Panel discusses college and religion
JIM GAFFEY
News Writer
A panel of university presidents from prominent Christian colleges gathered Friday afternoon in McKenna Hall Auditorium as part of this weekend's "From Death to Life" conference. The panel, entitled "The Future of Christian Higher Education," included Charles Dougherty, the president of Duquesne University, Robert Sloan, president of Baylor University, and Father Edward Malloy, president of Notre Dame.
Each speaker expressed different points important to the mission and identity of private Christian universities. Dougherty emphasized the unique role Christian universities play in a religiously pluralistic society.
"I think U.S. society is drifting towards an amorphous spirituality," he said. "There's a hunger for values in America, and our universities help fill that."
The success of Christian universities is part of a new counter-movement to growing secularization in society, and for them to compromise their mission would be to lose both part of their identity and their niche in the economy, Dougherty said.
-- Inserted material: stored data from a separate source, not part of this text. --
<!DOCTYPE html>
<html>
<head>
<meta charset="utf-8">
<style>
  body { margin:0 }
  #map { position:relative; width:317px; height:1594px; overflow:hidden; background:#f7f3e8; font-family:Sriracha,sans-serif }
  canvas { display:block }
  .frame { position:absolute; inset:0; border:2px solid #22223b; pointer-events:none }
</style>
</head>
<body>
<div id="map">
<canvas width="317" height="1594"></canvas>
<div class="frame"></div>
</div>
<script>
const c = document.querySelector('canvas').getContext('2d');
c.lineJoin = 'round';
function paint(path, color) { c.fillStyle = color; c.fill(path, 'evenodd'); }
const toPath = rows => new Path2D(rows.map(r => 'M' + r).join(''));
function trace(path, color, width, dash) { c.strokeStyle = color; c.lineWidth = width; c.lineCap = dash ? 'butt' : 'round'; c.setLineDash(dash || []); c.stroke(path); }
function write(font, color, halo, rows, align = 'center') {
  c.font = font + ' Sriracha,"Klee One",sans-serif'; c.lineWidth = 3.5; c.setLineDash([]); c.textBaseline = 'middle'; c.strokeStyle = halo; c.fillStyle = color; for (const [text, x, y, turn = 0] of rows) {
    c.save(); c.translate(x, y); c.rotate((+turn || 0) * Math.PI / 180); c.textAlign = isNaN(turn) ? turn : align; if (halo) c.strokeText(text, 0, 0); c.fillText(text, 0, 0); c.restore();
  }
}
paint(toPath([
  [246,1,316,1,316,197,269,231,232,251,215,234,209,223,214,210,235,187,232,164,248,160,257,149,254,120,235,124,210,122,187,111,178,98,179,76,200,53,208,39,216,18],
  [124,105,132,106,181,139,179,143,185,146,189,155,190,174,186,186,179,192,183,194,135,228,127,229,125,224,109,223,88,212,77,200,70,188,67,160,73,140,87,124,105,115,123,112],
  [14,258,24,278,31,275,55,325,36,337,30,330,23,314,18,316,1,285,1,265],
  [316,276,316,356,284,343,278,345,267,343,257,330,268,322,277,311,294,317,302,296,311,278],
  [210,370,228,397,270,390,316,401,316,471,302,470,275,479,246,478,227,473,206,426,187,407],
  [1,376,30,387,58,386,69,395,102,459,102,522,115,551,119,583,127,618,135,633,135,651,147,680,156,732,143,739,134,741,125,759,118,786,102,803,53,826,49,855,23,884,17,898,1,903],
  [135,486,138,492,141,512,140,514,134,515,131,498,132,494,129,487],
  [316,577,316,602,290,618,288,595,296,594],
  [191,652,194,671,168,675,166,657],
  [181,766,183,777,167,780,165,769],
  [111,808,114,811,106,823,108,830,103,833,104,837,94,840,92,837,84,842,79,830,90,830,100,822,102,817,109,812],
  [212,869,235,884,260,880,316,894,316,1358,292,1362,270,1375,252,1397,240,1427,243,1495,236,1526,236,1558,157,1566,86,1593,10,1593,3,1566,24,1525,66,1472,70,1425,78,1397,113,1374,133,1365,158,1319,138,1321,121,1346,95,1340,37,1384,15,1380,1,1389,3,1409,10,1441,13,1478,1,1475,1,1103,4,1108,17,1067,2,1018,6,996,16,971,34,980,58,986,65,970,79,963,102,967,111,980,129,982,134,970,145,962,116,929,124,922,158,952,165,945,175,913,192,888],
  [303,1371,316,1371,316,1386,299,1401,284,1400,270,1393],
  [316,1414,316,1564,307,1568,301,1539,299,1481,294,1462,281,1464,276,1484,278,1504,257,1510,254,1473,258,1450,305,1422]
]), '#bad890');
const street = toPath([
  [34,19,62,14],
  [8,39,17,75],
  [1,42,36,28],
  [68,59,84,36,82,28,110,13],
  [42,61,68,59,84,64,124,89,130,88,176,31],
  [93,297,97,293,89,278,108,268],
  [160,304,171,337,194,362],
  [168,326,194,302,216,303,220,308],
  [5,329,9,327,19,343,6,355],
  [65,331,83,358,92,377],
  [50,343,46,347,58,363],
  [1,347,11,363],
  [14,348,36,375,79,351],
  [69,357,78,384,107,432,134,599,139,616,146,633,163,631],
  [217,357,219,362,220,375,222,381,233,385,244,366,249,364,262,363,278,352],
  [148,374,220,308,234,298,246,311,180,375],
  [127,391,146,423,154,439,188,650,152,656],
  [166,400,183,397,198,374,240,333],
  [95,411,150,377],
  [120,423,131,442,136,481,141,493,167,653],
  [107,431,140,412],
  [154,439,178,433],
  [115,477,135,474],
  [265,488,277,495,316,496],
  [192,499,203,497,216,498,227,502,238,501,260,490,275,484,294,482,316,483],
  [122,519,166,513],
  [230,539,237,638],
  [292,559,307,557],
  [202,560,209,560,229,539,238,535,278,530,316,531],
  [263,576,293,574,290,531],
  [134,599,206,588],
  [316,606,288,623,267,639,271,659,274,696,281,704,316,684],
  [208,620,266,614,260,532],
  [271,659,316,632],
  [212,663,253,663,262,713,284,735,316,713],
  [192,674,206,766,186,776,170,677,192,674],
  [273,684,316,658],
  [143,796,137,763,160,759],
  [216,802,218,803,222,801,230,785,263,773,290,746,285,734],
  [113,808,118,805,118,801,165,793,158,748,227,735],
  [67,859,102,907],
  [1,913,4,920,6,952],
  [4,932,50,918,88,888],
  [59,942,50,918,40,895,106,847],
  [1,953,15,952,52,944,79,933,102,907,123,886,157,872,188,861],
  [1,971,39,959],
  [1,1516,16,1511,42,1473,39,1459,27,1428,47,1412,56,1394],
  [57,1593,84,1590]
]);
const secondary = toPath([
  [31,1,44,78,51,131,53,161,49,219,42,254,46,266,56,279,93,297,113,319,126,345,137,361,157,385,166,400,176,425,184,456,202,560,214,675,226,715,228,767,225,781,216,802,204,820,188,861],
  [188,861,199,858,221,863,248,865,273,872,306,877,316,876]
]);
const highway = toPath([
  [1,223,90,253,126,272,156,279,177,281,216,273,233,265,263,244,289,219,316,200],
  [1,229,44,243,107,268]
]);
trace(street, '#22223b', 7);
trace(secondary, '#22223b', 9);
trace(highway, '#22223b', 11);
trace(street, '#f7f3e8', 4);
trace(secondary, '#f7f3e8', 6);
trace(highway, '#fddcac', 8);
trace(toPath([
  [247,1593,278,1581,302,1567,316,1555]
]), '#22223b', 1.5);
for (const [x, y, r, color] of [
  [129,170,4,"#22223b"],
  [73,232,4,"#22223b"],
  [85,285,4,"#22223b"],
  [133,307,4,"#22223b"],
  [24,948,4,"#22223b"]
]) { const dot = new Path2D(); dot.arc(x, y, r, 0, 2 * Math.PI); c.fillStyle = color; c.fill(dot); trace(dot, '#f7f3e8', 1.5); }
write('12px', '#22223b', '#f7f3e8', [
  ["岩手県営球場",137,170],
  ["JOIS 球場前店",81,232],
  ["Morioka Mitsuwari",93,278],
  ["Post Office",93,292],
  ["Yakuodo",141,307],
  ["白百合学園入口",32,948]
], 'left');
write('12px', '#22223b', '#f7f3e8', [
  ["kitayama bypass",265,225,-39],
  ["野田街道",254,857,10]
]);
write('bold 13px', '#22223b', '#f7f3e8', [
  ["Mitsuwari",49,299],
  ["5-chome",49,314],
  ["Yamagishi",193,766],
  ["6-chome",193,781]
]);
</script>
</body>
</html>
Sloan, in his efforts to promote and improve education at Baylor, stressed the interplay between maintaining a Christian identity and making gains in the U.S. News & World Report rankings. One of Baylor's goals was to break into U.S. News' "top tier" of universities, while at the same time deepening his school's Christian roots.
"Christian faithfulness and academic excellence are not mutually exclusive," Sloan asserted. Where the pursuit of these goals conflicted, however, Sloan emphasized the higher ideal of offering a Christian education. "It is more important to be faithful than it is to be great," he said.
Sloan also revealed his theory that Christian universities, if well-run, can impact society in four distinct ways including educating students morally, preparing them for leadership, analyzing and critiquing culture, and replacing society's bad moral content with good. This final impact on society can be realized, according to Sloan, by putting things out into "the marketplace of ideas."
Malloy stressed the importance of hiring faculty who are committed to carrying on the university's Christian mission as well as establishing a core curriculum for all students designed to foster exploration religious questions. Malloy referred to Notre Dame's University requirement of two philosophy and two theology courses as a way to establish such a Christian core curriculum.
Malloy also addressed the skepticism society shows toward religiously affiliated universities.
"There are always people suspicious of an institution like Notre Dame," Molloy said. "Some people equate pursuing a university's moral mission with mediocrity. I do not think this is the case."